▶ _What needs to be done_: Each line below should be written out again exactly.

____

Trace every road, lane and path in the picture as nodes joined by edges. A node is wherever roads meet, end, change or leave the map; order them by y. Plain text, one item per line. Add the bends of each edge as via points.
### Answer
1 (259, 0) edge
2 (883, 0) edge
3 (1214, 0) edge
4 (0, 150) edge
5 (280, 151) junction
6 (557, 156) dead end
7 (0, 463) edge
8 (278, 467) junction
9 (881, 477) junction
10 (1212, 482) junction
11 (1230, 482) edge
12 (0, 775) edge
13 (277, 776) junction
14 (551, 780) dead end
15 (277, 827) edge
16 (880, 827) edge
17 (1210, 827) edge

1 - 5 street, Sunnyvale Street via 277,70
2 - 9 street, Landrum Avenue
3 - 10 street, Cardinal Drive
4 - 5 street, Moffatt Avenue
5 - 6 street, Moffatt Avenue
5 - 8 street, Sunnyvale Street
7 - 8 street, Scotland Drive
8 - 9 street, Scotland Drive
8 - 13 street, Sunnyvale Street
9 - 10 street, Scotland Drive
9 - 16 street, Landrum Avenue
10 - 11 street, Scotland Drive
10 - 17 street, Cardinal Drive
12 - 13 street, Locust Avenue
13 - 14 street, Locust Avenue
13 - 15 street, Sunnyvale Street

____

▶ _Written reply_:
Trace every road, lane and path in the picture as nodes joined by edges. A node is wherever roads meet, end, change or leave the map; order them by y. Plain text, one item per line. Add the bends of each edge as via points.
### Answer
1 (259, 0) edge
2 (883, 0) edge
3 (1214, 0) edge
4 (0, 150) edge
5 (280, 151) junction
6 (557, 156) dead end
7 (0, 463) edge
8 (278, 467) junction
9 (881, 477) junction
10 (1212, 482) junction
11 (1230, 482) edge
12 (0, 775) edge
13 (277, 776) junction
14 (551, 780) dead end
15 (277, 827) edge
16 (880, 827) edge
17 (1210, 827) edge

1 - 5 street, Sunnyvale Street via 277,70
2 - 9 street, Landrum Avenue
3 - 10 street, Cardinal Drive
4 - 5 street, Moffatt Avenue
5 - 6 street, Moffatt Avenue
5 - 8 street, Sunnyvale Street
7 - 8 street, Scotland Drive
8 - 9 street, Scotland Drive
8 - 13 street, Sunnyvale Street
9 - 10 street, Scotland Drive
9 - 16 street, Landrum Avenue
10 - 11 street, Scotland Drive
10 - 17 street, Cardinal Drive
12 - 13 street, Locust Avenue
13 - 14 street, Locust Avenue
13 - 15 street, Sunnyvale Street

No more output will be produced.